Saturday, March 16, 2013

Smithfield Times: 'Ed Bland, 86, passed away March 14, 2013, at his home in Smithfield' (Virginia)

On March 12, 2013 AfriClassical posted:

Ed Bland (b. 1926), Composer of Jazz and Classical Music, Has Been Diagnosed With Stage 4 Metastatic Cancer And Has Begun Hospice Care

March 16, 2013
Ed Bland
Ed Bland, 86, passed away March 14, 2013, at his home in Smithfield. He is survived by his wife of 40 years, Mary Batten Bland, sons Edward Allen Bland and Robert Barton Bland, daughter Stefanie Batten Bland, and granddaughter Louise Filomene Dhien Batten-Bland.

Ed was born in Chicago July 25, 1926. In the late 30s, he began music as a jazz protege playing clarinet and saxophone, eventually composing atonally, using Schoenberg’s 12-tone system. Considered by some hip-hoppers to be the great-grandfather of hip-hop because of the confrontational quality of his musical film work, Ed Bland has left his mark in several fields: concert music, film and television, and the recording industry. A versatile composer, his works range from contemporary classical to funk.
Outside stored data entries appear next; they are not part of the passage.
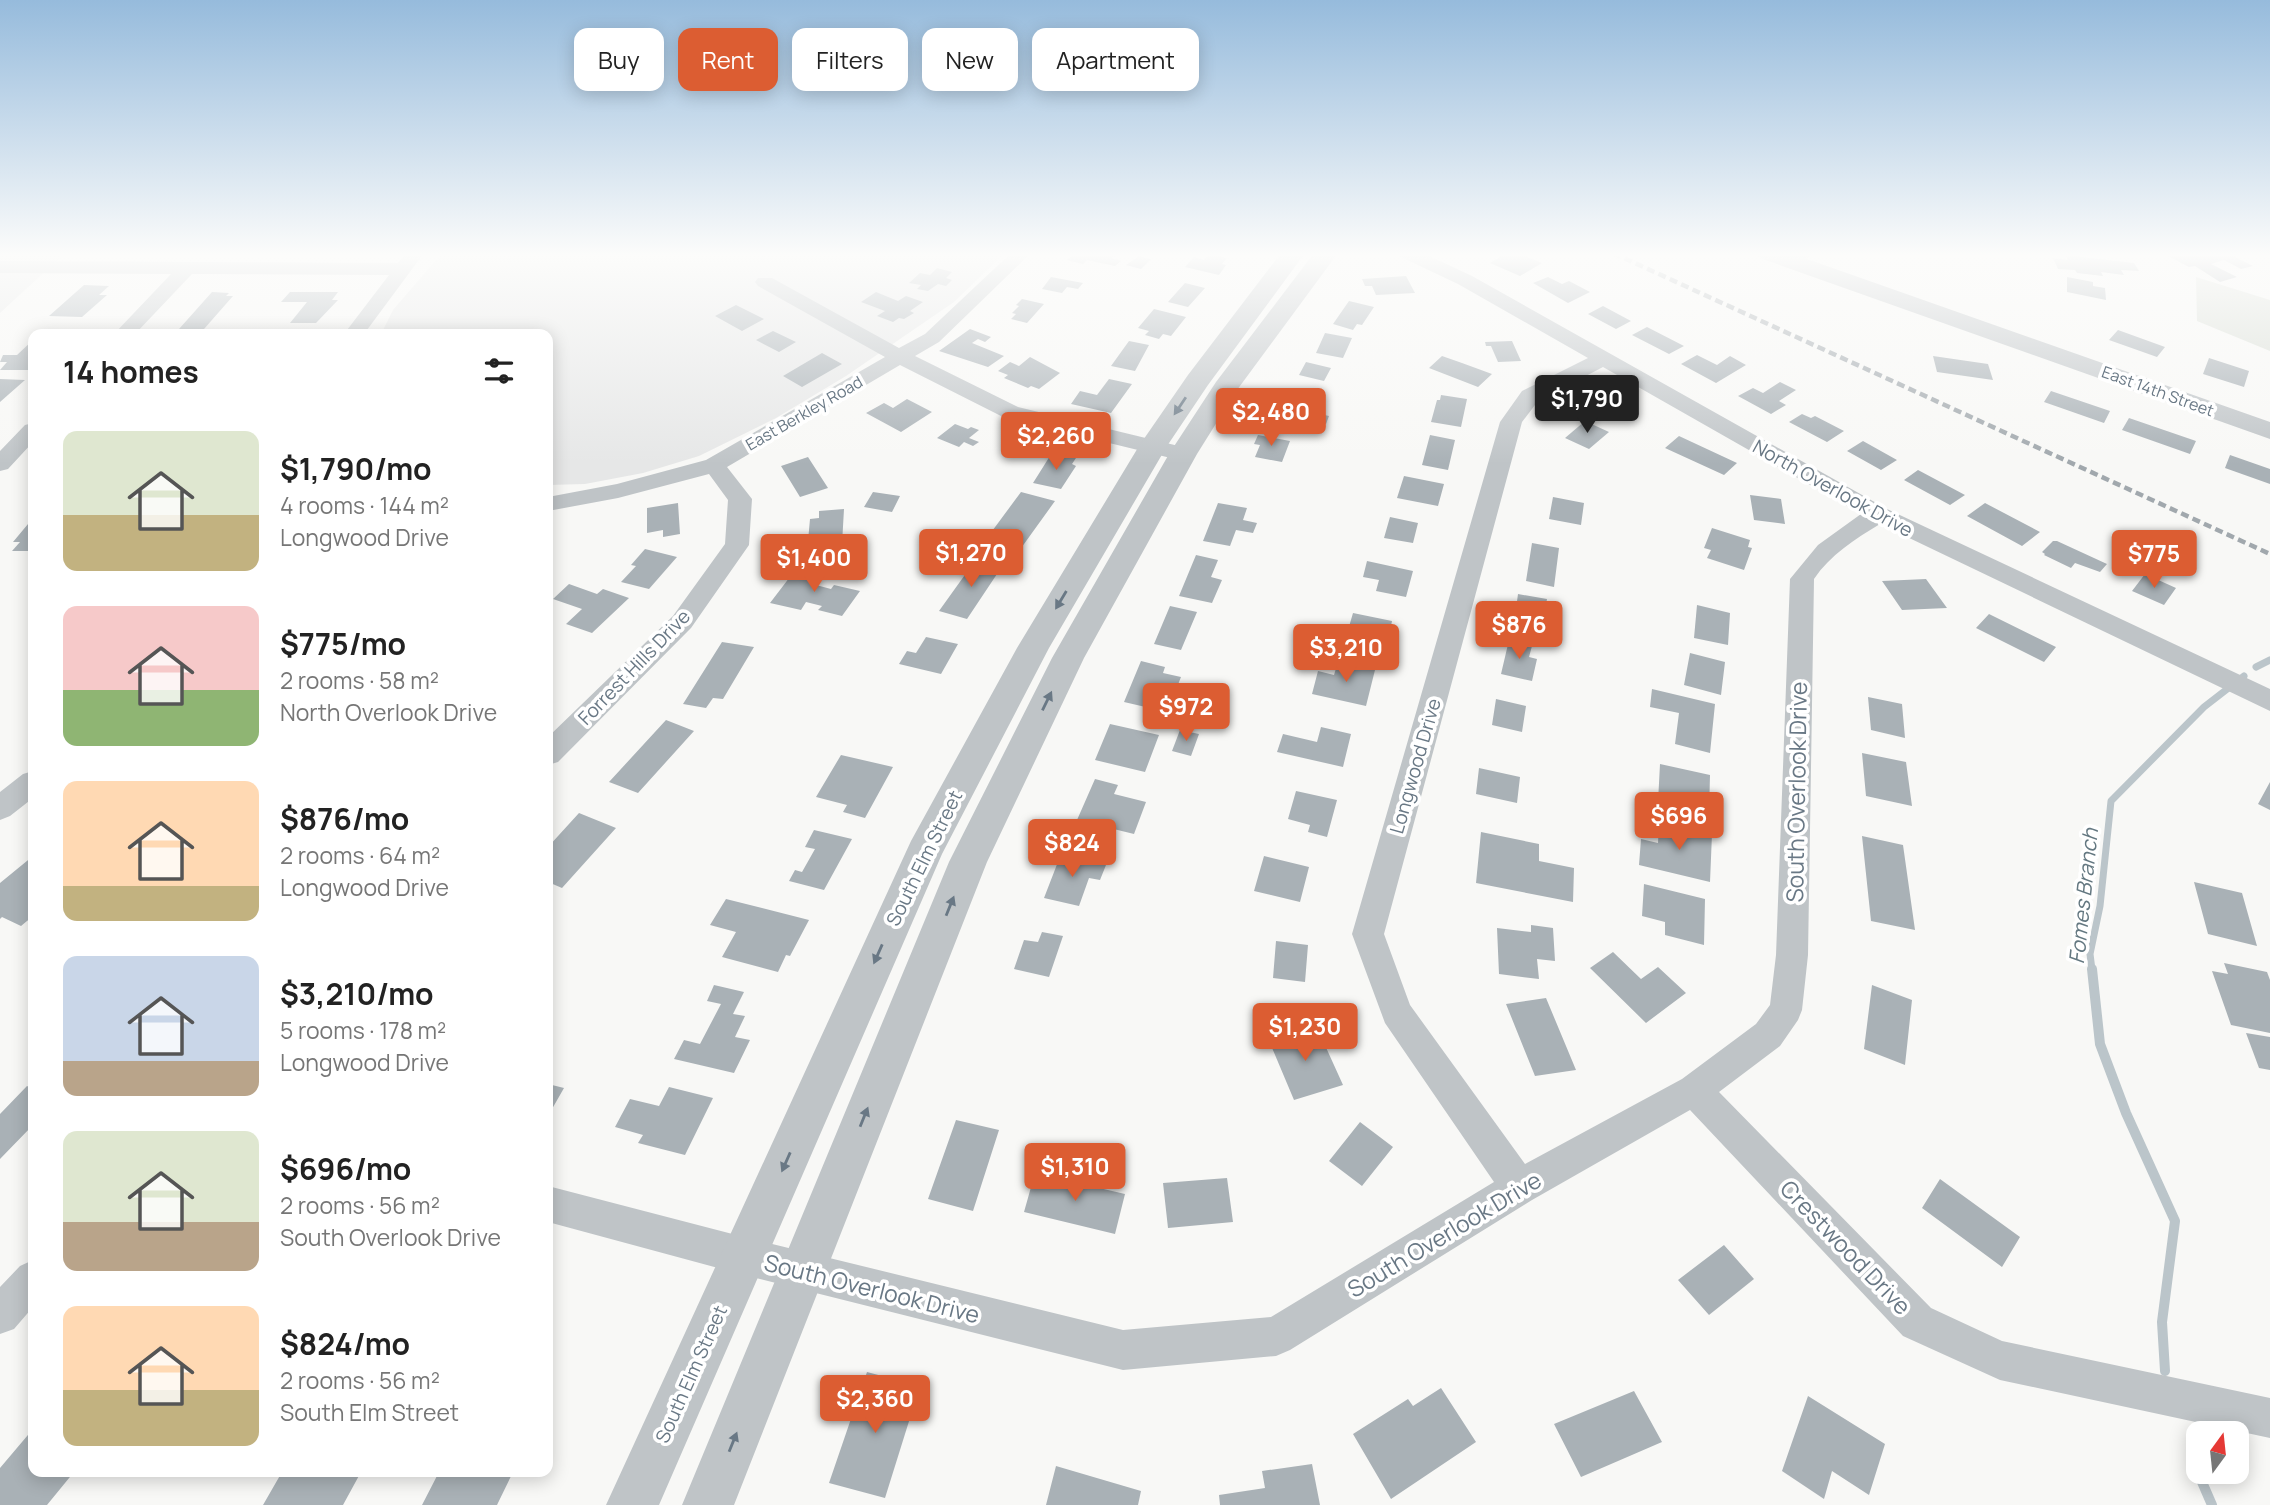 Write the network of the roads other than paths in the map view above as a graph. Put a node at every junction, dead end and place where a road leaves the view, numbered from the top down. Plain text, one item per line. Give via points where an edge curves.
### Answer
1 (839, 323) edge
2 (948, 323) edge
3 (1255, 323) edge
4 (1257, 323) edge
5 (1540, 323) edge
6 (1977, 323) edge
7 (1253, 327) junction
8 (900, 357) junction
9 (1602, 359) junction
10 (2270, 431) edge
11 (28, 435) edge
12 (1168, 450) junction
13 (0, 464) edge
14 (714, 465) junction
15 (553, 503) edge
16 (1879, 514) junction
17 (1033, 648) junction
18 (1068, 658) junction
19 (2270, 701) edge
20 (553, 749) edge
21 (28, 786) edge
22 (0, 808) edge
23 (924, 852) junction
24 (968, 862) junction
25 (1694, 1090) junction
26 (1519, 1187) junction
27 (553, 1205) edge
28 (744, 1256) junction
29 (802, 1270) junction
30 (28, 1284) edge
31 (0, 1315) edge
32 (2270, 1418) edge
33 (632, 1505) edge
34 (708, 1505) edge

1 - 8 street
2 - 8 street, East Berkley Road
3 - 7 street, South Elm Street
4 - 7 street, South Elm Street
5 - 9 street, North Overlook Drive
6 - 10 street, East 14th Street
7 - 12 street, South Elm Street
8 - 12 street via 1012,412
8 - 14 street, East Berkley Road
9 - 16 street, North Overlook Drive
9 - 26 street, Longwood Drive via 1530,396 1511,422 1368,934 1397,1013
11 - 13 street
12 -> 17 street, South Elm Street
12 - 18 street, South Elm Street
14 - 15 street, East Berkley Road
14 - 20 street, Forrest Hills Drive via 740,499 737,545 682,622
16 - 19 street, North Overlook Drive
16 - 25 street, South Overlook Drive via 1829,548 1802,579 1792,955 1786,1010 1768,1035
17 - 18 street
17 - 23 street, South Elm Street
24 -> 18 street, South Elm Street
21 - 22 street
23 - 24 street
23 -> 28 street, South Elm Street
29 -> 24 street, South Elm Street
25 - 26 street, South Overlook Drive
25 - 32 street, Crestwood Drive via 1917,1322 2000,1360
26 - 29 street, South Overlook Drive via 1276,1336 1123,1350
27 - 28 street, South Overlook Drive
28 - 29 street, South Overlook Drive
28 - 33 street, South Elm Street
34 -> 29 street, South Elm Street
30 - 31 street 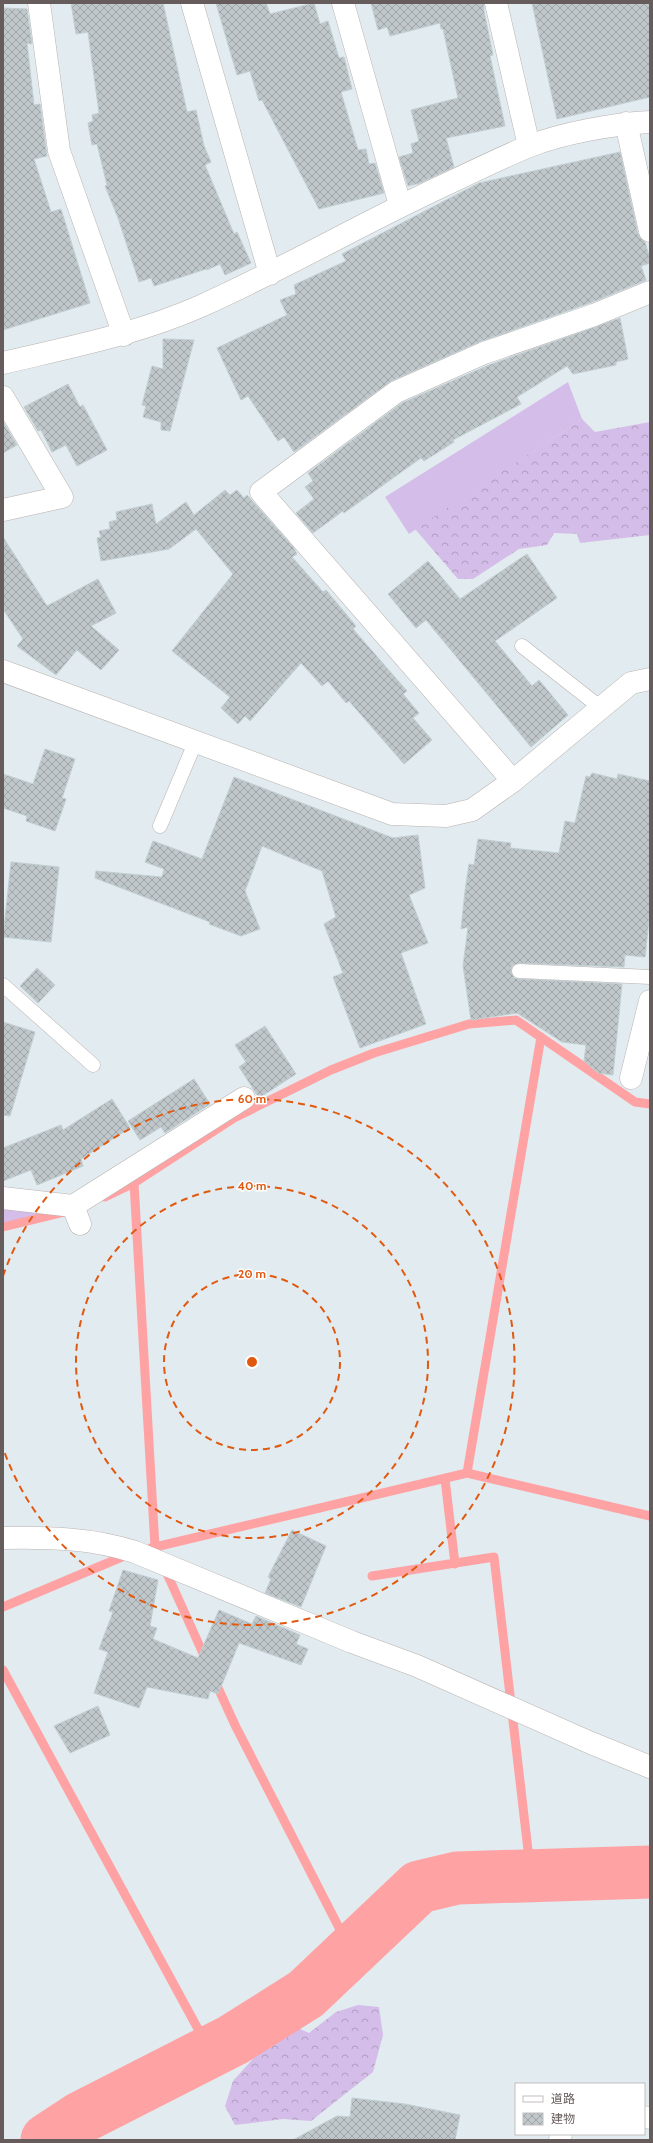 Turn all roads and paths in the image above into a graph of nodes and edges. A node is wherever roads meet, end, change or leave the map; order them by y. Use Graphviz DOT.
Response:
graph roads {
  1 [pos="39,3"];
  2 [pos="192,3"];
  3 [pos="343,3"];
  4 [pos="496,3"];
  5 [pos="650,122"];
  6 [pos="626,123"];
  7 [pos="529,146"];
  8 [pos="400,205"];
  9 [pos="650,230"];
  10 [pos="270,274"];
  11 [pos="650,292"];
  12 [pos="124,335"];
  13 [pos="3,363"];
  14 [pos="3,397"];
  15 [pos="3,510"];
  16 [pos="522,646"];
  17 [pos="3,671"];
  18 [pos="650,679"];
  19 [pos="601,708"];
  20 [pos="195,743"];
  21 [pos="513,781"];
  22 [pos="160,826"];
  23 [pos="519,971"];
  24 [pos="650,977"];
  25 [pos="3,985"];
  26 [pos="650,1001"];
  27 [pos="93,1065"];
  28 [pos="631,1078"];
  29 [pos="244,1098"];
  30 [pos="3,1198"];
  31 [pos="3,1538"];
  32 [pos="650,1767"];
  1 -- 12 [label="street"];
  2 -- 10 [label="street"];
  3 -- 8 [label="street"];
  4 -- 7 [label="street"];
  5 -- 6 [label="street"];
  6 -- 7 [label="street"];
  6 -- 9 [label="street"];
  7 -- 8 [label="street"];
  8 -- 10 [label="street"];
  10 -- 12 [label="street"];
  11 -- 21 [label="street"];
  12 -- 13 [label="street"];
  14 -- 15 [label="street"];
  16 -- 19 [label="lane"];
  17 -- 20 [label="street"];
  18 -- 19 [label="street"];
  19 -- 21 [label="street"];
  20 -- 21 [label="street"];
  20 -- 22 [label="lane"];
  23 -- 24 [label="lane"];
  25 -- 27 [label="lane"];
  26 -- 28 [label="street"];
  29 -- 30 [label="street"];
  31 -- 32 [label="street"];
} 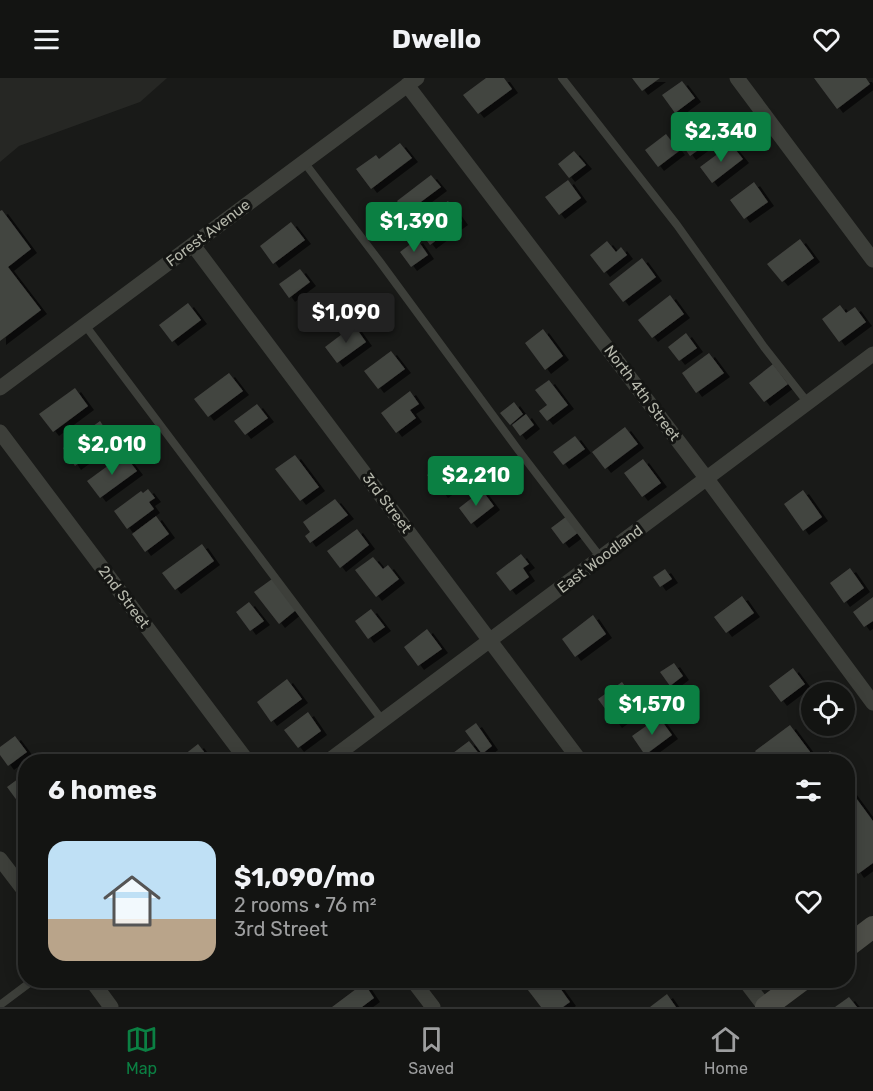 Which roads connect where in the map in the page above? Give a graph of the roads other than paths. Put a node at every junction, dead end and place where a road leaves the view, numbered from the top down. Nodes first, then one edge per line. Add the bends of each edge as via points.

In 1959, he produced the first hip-hop film, “The Cry of Jazz,” which is now considered a classic and is shown at film festivals and in film studies programs throughout the country. Willard Van Dyke, pioneer American film documentarian and curator of films at the Museum of Modern Art in 1971, called the “Cry” “the most prophetic film ever made . . . it predicted the riots of the ‘60s and ‘70s, and gave the basis for them.” 

Throughout his long career, he worked as composer, producer, musical director and musical arranger for CBS, ABC, and NBC television networks and several recording companies, including Vanguard, Delos and United Artists. During the 1960s and ‘70s, he arranged and recorded some of music’s greats, including Dizzy Gillespie, Clark Terry, Elvin Jones, James Moody, Lionel Hampton, George Benson, Al Hirt, Bunky Green, the Pazant Brothers and many others. He also produced some 100 concerts for the Museum of Modern Art’s Jazz in the Garden series as well as 40 concerts for the Brooklyn Academy of Music’s Summer Garden series.

From 1979 to 1981, he served as a presidential commissioner on the Commission for the White House Record Library, one of six commissioners chosen from the record industry to update the Presidential Record Library. He and his wife traveled to the White House to make the final presentation during the Carter administration. He also served as a panelist on the National Endowment of the Arts Recording Panel.
CDs of his music include “Urban Classical — The Music of Ed Bland” and “Dancing Through the Walls.” He was composer-orchestrator on several films and television programs, including “A Raisin in the Sun,” “A Soldier’s Story,” and “The House of Dies Drear.”
Among the groups that have performed his classical works are the Baltimore, Detroit, Memphis, and St. Louis Symphonies, the Chicago Civic Orchestra, and the Brooklyn Philharmonic. His music was also adopted by a new generation through sampling by Beyonce, Cypress Hill and Fat Boy Slim, and by video games.

Recently he finished composing a series of 29 pieces for piano that will be recorded during the coming year under the title “Urban Counterpoint: Piano Series.”

Arrangements are private. Those who wish to express their condolences may make a donation to the Ed Bland Music Scholarship c/o Smithfield Music/Isle of Wight Arts League, P.O. Box 157, Smithfield, Va. 23431.